START Exercise inputs
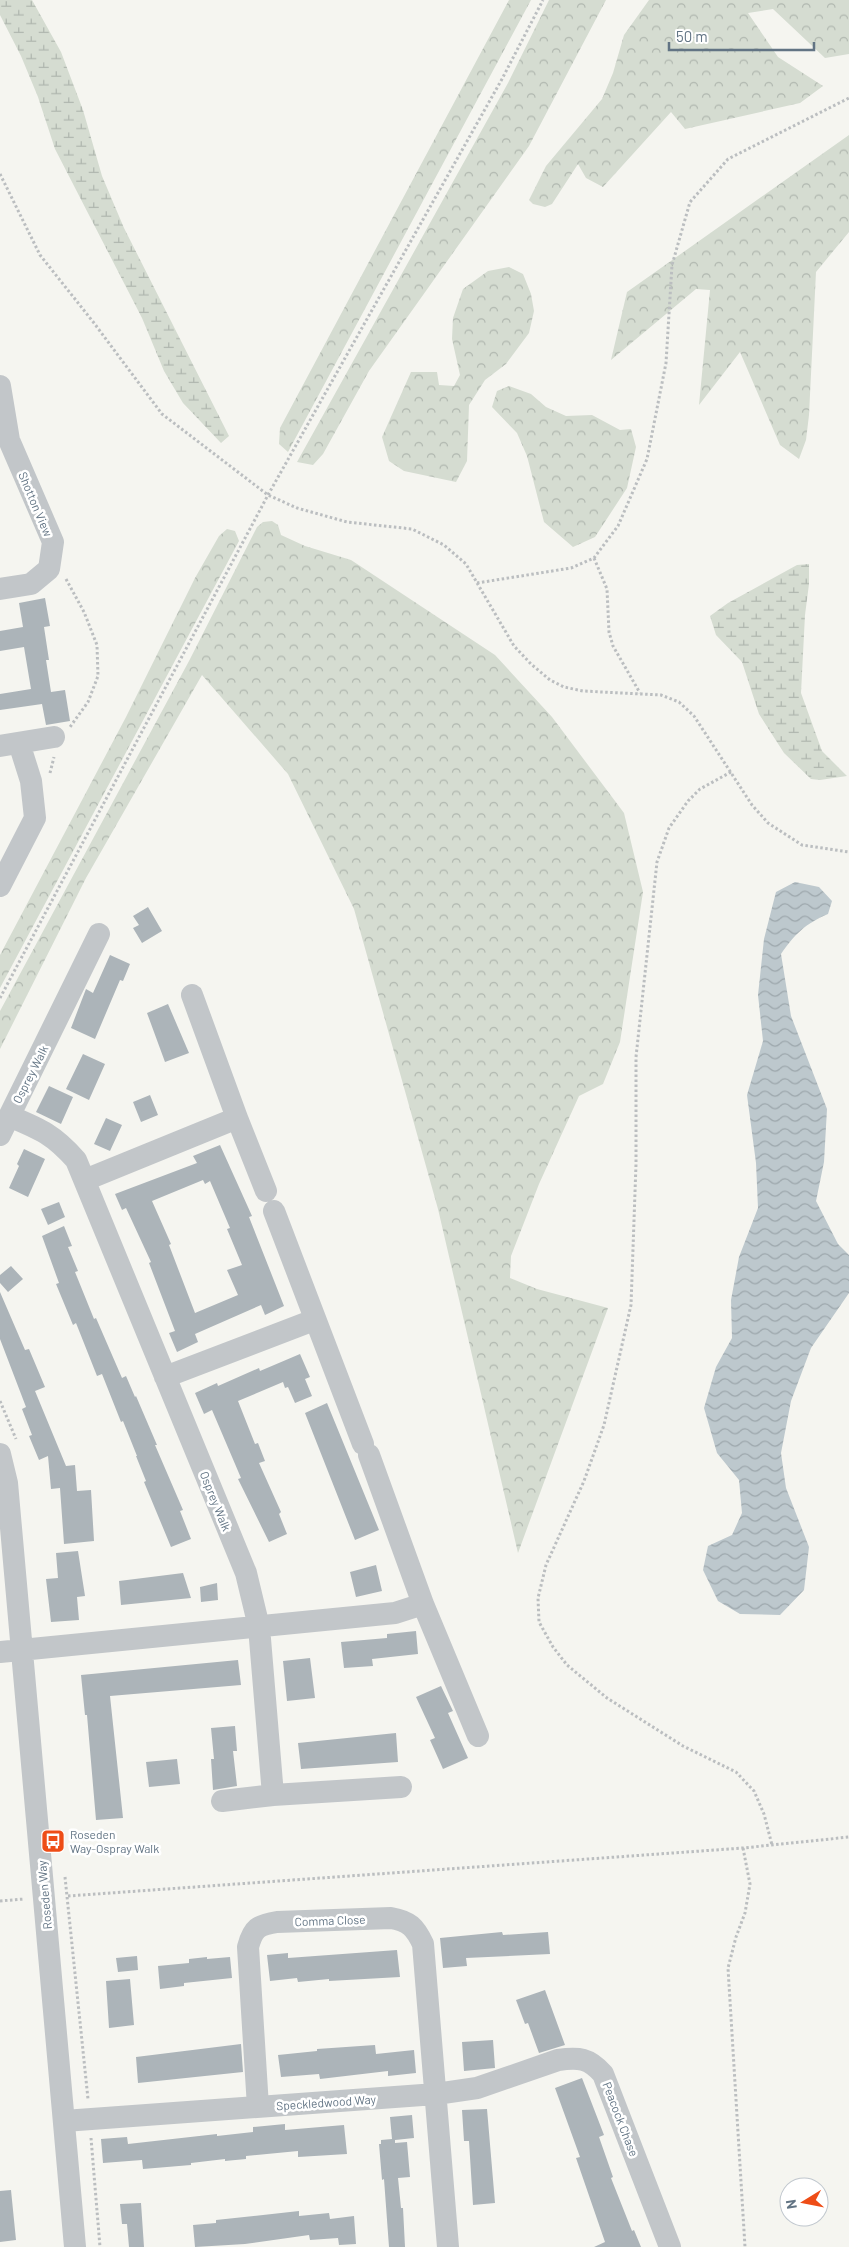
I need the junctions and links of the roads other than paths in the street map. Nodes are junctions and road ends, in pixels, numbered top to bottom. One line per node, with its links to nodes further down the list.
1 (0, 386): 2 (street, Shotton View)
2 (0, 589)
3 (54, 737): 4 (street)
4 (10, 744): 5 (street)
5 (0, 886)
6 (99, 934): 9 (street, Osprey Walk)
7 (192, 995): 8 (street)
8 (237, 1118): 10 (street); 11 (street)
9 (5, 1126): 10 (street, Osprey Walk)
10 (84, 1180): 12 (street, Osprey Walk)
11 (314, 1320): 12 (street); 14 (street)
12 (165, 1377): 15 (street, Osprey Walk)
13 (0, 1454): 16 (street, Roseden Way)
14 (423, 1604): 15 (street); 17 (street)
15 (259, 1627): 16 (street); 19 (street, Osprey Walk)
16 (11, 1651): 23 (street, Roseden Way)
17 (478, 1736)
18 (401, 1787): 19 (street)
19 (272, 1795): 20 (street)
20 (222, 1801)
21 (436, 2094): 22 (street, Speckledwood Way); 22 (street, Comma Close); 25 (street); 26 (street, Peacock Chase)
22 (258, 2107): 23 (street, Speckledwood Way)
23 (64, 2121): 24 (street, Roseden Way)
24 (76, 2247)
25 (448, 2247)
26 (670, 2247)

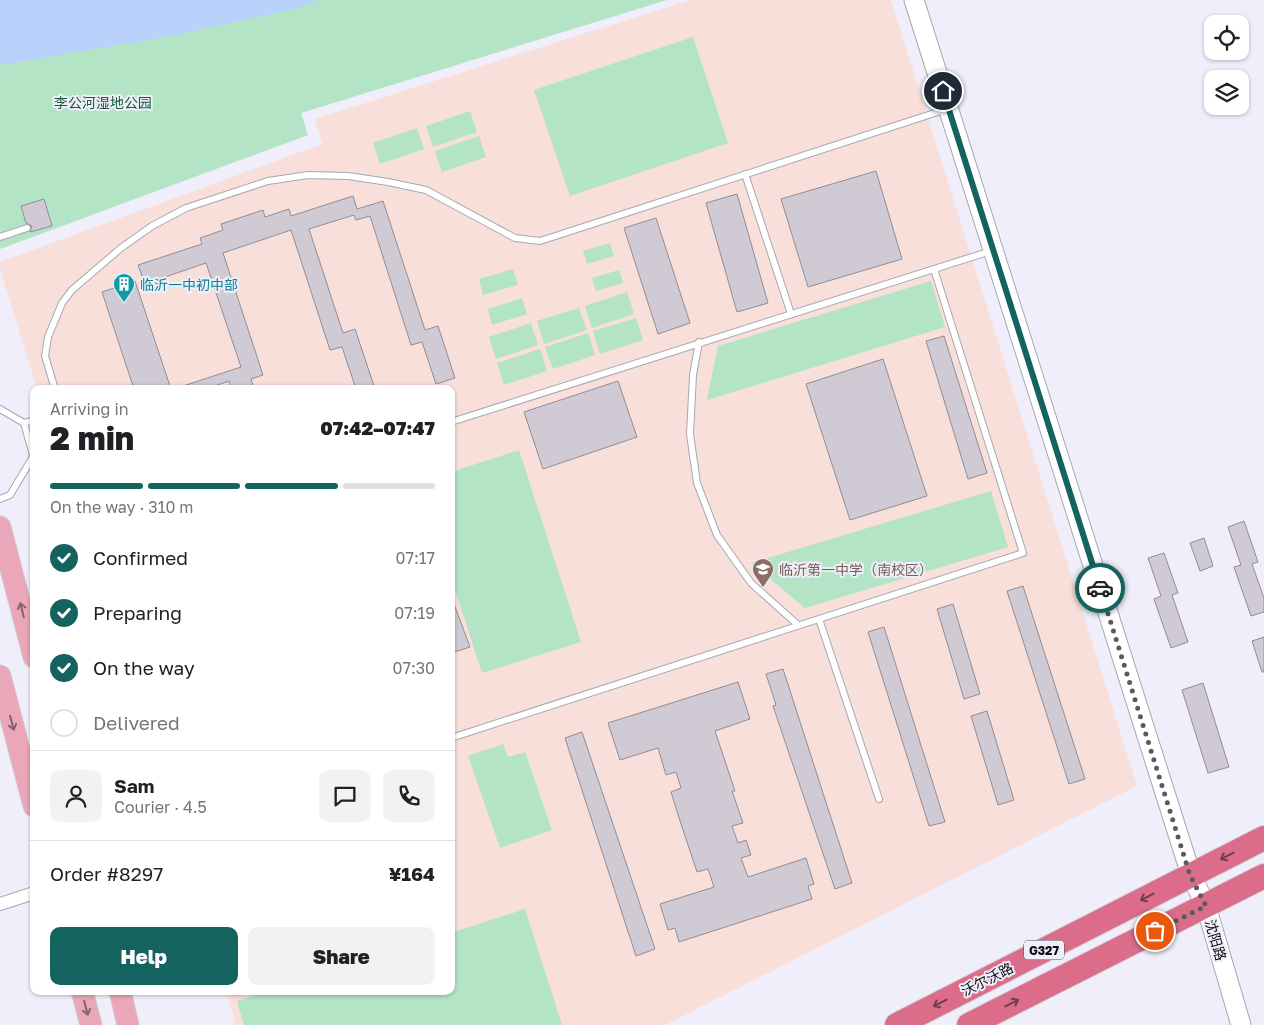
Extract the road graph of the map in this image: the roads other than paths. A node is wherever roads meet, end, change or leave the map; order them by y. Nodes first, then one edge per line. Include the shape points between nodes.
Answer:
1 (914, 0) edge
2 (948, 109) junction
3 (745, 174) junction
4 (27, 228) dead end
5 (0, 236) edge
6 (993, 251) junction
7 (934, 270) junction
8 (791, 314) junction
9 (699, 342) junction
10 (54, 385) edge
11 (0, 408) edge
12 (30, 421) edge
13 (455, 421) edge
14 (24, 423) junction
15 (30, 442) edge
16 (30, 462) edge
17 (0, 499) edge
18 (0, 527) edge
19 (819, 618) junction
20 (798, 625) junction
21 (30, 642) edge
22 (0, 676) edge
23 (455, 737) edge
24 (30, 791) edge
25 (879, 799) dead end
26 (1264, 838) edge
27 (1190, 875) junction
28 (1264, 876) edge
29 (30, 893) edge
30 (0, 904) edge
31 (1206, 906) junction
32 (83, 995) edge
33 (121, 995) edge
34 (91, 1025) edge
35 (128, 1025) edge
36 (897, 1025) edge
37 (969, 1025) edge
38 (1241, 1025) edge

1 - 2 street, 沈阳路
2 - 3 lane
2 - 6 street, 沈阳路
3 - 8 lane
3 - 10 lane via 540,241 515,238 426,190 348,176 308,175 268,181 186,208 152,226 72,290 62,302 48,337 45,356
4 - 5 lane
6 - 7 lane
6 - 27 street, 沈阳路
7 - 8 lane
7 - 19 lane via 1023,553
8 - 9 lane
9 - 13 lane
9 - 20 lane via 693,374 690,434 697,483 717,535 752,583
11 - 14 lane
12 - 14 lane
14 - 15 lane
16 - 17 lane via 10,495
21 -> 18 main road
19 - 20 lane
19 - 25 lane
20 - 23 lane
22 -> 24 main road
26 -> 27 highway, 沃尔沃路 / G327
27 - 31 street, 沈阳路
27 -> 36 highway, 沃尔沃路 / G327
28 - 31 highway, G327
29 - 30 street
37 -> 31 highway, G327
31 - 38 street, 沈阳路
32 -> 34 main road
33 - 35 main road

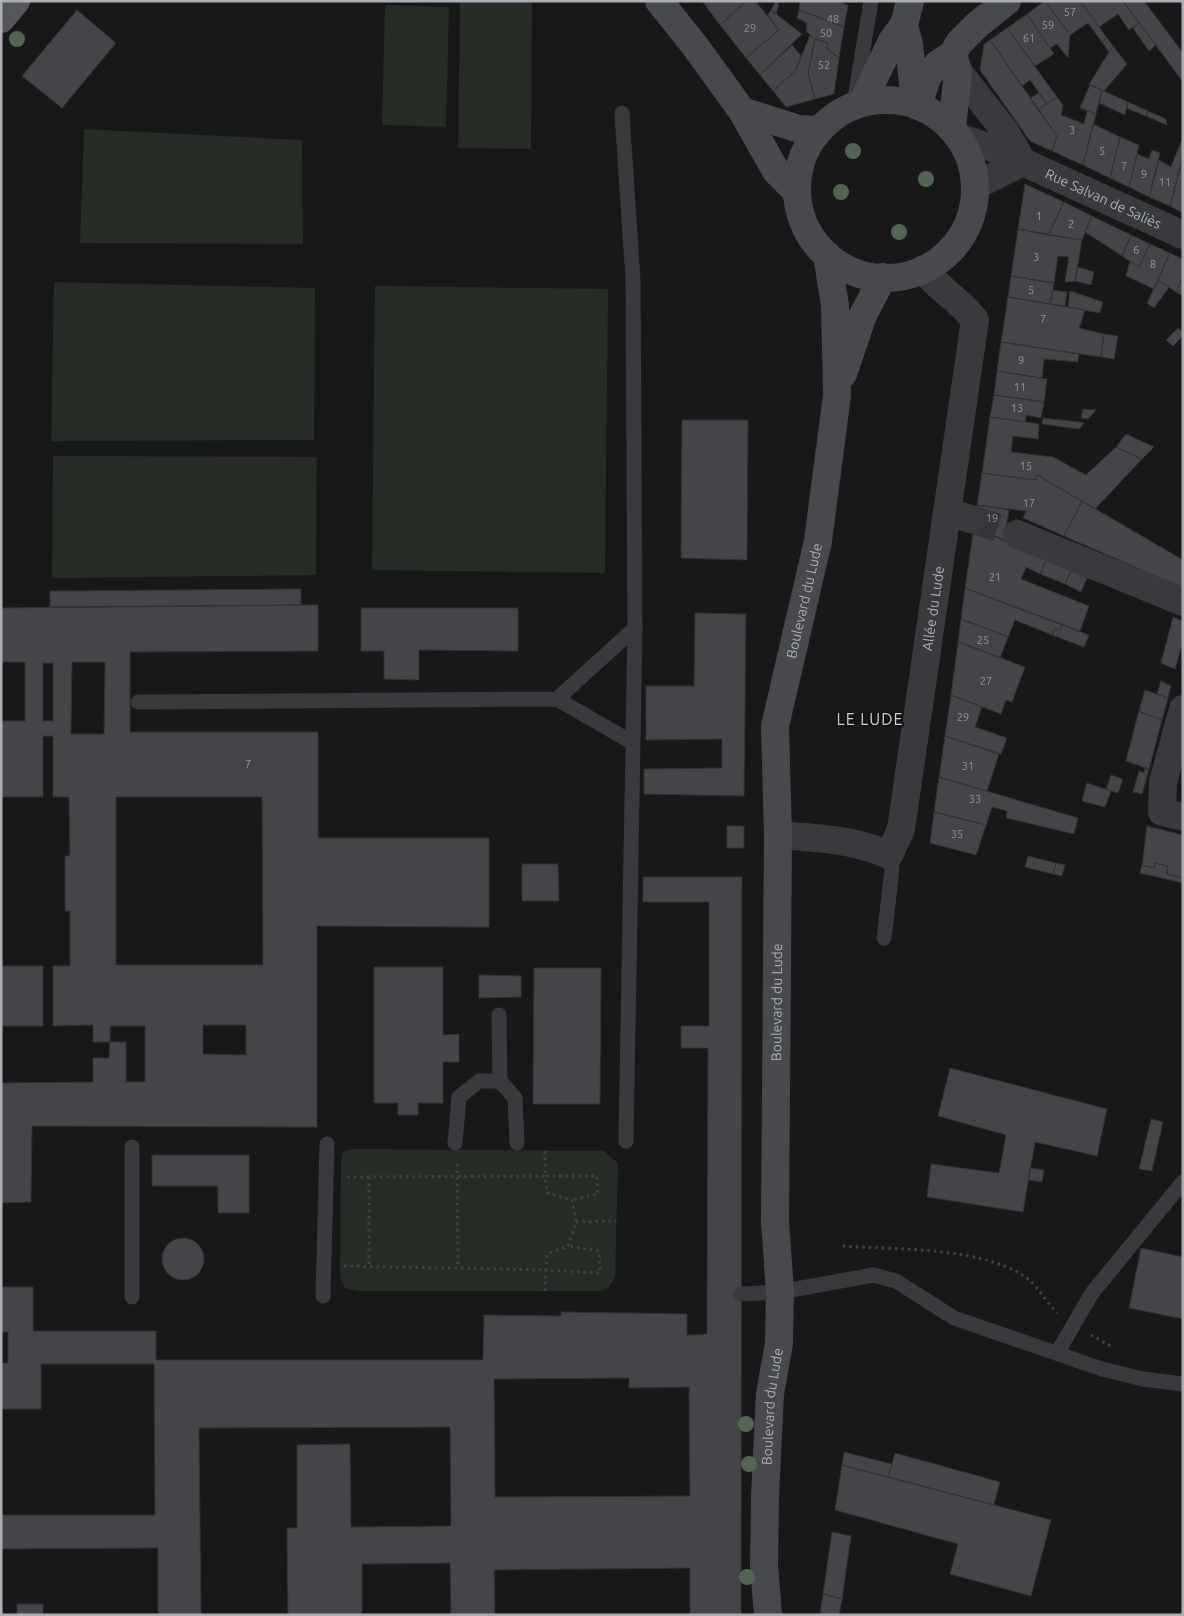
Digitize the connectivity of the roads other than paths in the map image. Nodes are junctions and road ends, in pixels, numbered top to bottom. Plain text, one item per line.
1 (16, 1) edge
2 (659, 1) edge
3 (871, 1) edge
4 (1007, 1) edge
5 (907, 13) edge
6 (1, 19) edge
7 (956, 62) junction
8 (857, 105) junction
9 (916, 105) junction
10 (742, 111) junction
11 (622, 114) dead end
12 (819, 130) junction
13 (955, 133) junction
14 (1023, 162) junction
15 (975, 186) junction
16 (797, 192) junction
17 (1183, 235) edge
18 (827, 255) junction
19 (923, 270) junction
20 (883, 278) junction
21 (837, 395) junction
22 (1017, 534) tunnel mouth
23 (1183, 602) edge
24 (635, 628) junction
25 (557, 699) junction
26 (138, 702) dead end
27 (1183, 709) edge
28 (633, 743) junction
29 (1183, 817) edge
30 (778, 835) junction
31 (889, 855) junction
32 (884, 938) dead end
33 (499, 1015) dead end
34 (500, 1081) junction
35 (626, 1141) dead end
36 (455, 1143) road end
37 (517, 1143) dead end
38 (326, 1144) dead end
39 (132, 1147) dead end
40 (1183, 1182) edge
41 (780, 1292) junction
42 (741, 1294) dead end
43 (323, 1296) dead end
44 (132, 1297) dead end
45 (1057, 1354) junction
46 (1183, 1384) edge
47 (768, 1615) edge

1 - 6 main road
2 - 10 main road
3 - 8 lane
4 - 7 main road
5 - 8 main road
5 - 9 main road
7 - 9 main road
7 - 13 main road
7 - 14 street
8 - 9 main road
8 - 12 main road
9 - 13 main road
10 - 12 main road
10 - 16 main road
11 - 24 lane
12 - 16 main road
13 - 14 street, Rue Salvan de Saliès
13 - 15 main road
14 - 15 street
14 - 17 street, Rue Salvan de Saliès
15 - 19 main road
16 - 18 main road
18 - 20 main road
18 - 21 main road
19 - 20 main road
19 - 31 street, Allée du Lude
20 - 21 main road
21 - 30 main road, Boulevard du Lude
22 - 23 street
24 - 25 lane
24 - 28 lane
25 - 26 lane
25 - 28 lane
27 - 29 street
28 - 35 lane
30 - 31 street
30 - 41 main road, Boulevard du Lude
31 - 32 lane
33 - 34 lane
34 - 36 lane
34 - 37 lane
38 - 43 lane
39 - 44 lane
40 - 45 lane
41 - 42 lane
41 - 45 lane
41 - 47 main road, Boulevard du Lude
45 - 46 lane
END Exercise inputs
_What to produce_
Write the records out exactly once more, leaving off the pictures.

_The answer_
I need the junctions and links of the roads other than paths in the street map. Nodes are junctions and road ends, in pixels, numbered top to bottom. One line per node, with its links to nodes further down the list.
1 (0, 386): 2 (street, Shotton View)
2 (0, 589)
3 (54, 737): 4 (street)
4 (10, 744): 5 (street)
5 (0, 886)
6 (99, 934): 9 (street, Osprey Walk)
7 (192, 995): 8 (street)
8 (237, 1118): 10 (street); 11 (street)
9 (5, 1126): 10 (street, Osprey Walk)
10 (84, 1180): 12 (street, Osprey Walk)
11 (314, 1320): 12 (street); 14 (street)
12 (165, 1377): 15 (street, Osprey Walk)
13 (0, 1454): 16 (street, Roseden Way)
14 (423, 1604): 15 (street); 17 (street)
15 (259, 1627): 16 (street); 19 (street, Osprey Walk)
16 (11, 1651): 23 (street, Roseden Way)
17 (478, 1736)
18 (401, 1787): 19 (street)
19 (272, 1795): 20 (street)
20 (222, 1801)
21 (436, 2094): 22 (street, Speckledwood Way); 22 (street, Comma Close); 25 (street); 26 (street, Peacock Chase)
22 (258, 2107): 23 (street, Speckledwood Way)
23 (64, 2121): 24 (street, Roseden Way)
24 (76, 2247)
25 (448, 2247)
26 (670, 2247)

Extract the road graph of the map in this image: the roads other than paths. A node is wherever roads meet, end, change or leave the map; order them by y. Nodes first, then one edge per line. Include the shape points between nodes.
Answer:
1 (914, 0) edge
2 (948, 109) junction
3 (745, 174) junction
4 (27, 228) dead end
5 (0, 236) edge
6 (993, 251) junction
7 (934, 270) junction
8 (791, 314) junction
9 (699, 342) junction
10 (54, 385) edge
11 (0, 408) edge
12 (30, 421) edge
13 (455, 421) edge
14 (24, 423) junction
15 (30, 442) edge
16 (30, 462) edge
17 (0, 499) edge
18 (0, 527) edge
19 (819, 618) junction
20 (798, 625) junction
21 (30, 642) edge
22 (0, 676) edge
23 (455, 737) edge
24 (30, 791) edge
25 (879, 799) dead end
26 (1264, 838) edge
27 (1190, 875) junction
28 (1264, 876) edge
29 (30, 893) edge
30 (0, 904) edge
31 (1206, 906) junction
32 (83, 995) edge
33 (121, 995) edge
34 (91, 1025) edge
35 (128, 1025) edge
36 (897, 1025) edge
37 (969, 1025) edge
38 (1241, 1025) edge

1 - 2 street, 沈阳路
2 - 3 lane
2 - 6 street, 沈阳路
3 - 8 lane
3 - 10 lane via 540,241 515,238 426,190 348,176 308,175 268,181 186,208 152,226 72,290 62,302 48,337 45,356
4 - 5 lane
6 - 7 lane
6 - 27 street, 沈阳路
7 - 8 lane
7 - 19 lane via 1023,553
8 - 9 lane
9 - 13 lane
9 - 20 lane via 693,374 690,434 697,483 717,535 752,583
11 - 14 lane
12 - 14 lane
14 - 15 lane
16 - 17 lane via 10,495
21 -> 18 main road
19 - 20 lane
19 - 25 lane
20 - 23 lane
22 -> 24 main road
26 -> 27 highway, 沃尔沃路 / G327
27 - 31 street, 沈阳路
27 -> 36 highway, 沃尔沃路 / G327
28 - 31 highway, G327
29 - 30 street
37 -> 31 highway, G327
31 - 38 street, 沈阳路
32 -> 34 main road
33 - 35 main road

Digitize the connectivity of the roads other than paths in the map image. Nodes are junctions and road ends, in pixels, numbered top to bottom. Plain text, one item per line.
1 (16, 1) edge
2 (659, 1) edge
3 (871, 1) edge
4 (1007, 1) edge
5 (907, 13) edge
6 (1, 19) edge
7 (956, 62) junction
8 (857, 105) junction
9 (916, 105) junction
10 (742, 111) junction
11 (622, 114) dead end
12 (819, 130) junction
13 (955, 133) junction
14 (1023, 162) junction
15 (975, 186) junction
16 (797, 192) junction
17 (1183, 235) edge
18 (827, 255) junction
19 (923, 270) junction
20 (883, 278) junction
21 (837, 395) junction
22 (1017, 534) tunnel mouth
23 (1183, 602) edge
24 (635, 628) junction
25 (557, 699) junction
26 (138, 702) dead end
27 (1183, 709) edge
28 (633, 743) junction
29 (1183, 817) edge
30 (778, 835) junction
31 (889, 855) junction
32 (884, 938) dead end
33 (499, 1015) dead end
34 (500, 1081) junction
35 (626, 1141) dead end
36 (455, 1143) road end
37 (517, 1143) dead end
38 (326, 1144) dead end
39 (132, 1147) dead end
40 (1183, 1182) edge
41 (780, 1292) junction
42 (741, 1294) dead end
43 (323, 1296) dead end
44 (132, 1297) dead end
45 (1057, 1354) junction
46 (1183, 1384) edge
47 (768, 1615) edge

1 - 6 main road
2 - 10 main road
3 - 8 lane
4 - 7 main road
5 - 8 main road
5 - 9 main road
7 - 9 main road
7 - 13 main road
7 - 14 street
8 - 9 main road
8 - 12 main road
9 - 13 main road
10 - 12 main road
10 - 16 main road
11 - 24 lane
12 - 16 main road
13 - 14 street, Rue Salvan de Saliès
13 - 15 main road
14 - 15 street
14 - 17 street, Rue Salvan de Saliès
15 - 19 main road
16 - 18 main road
18 - 20 main road
18 - 21 main road
19 - 20 main road
19 - 31 street, Allée du Lude
20 - 21 main road
21 - 30 main road, Boulevard du Lude
22 - 23 street
24 - 25 lane
24 - 28 lane
25 - 26 lane
25 - 28 lane
27 - 29 street
28 - 35 lane
30 - 31 street
30 - 41 main road, Boulevard du Lude
31 - 32 lane
33 - 34 lane
34 - 36 lane
34 - 37 lane
38 - 43 lane
39 - 44 lane
40 - 45 lane
41 - 42 lane
41 - 45 lane
41 - 47 main road, Boulevard du Lude
45 - 46 lane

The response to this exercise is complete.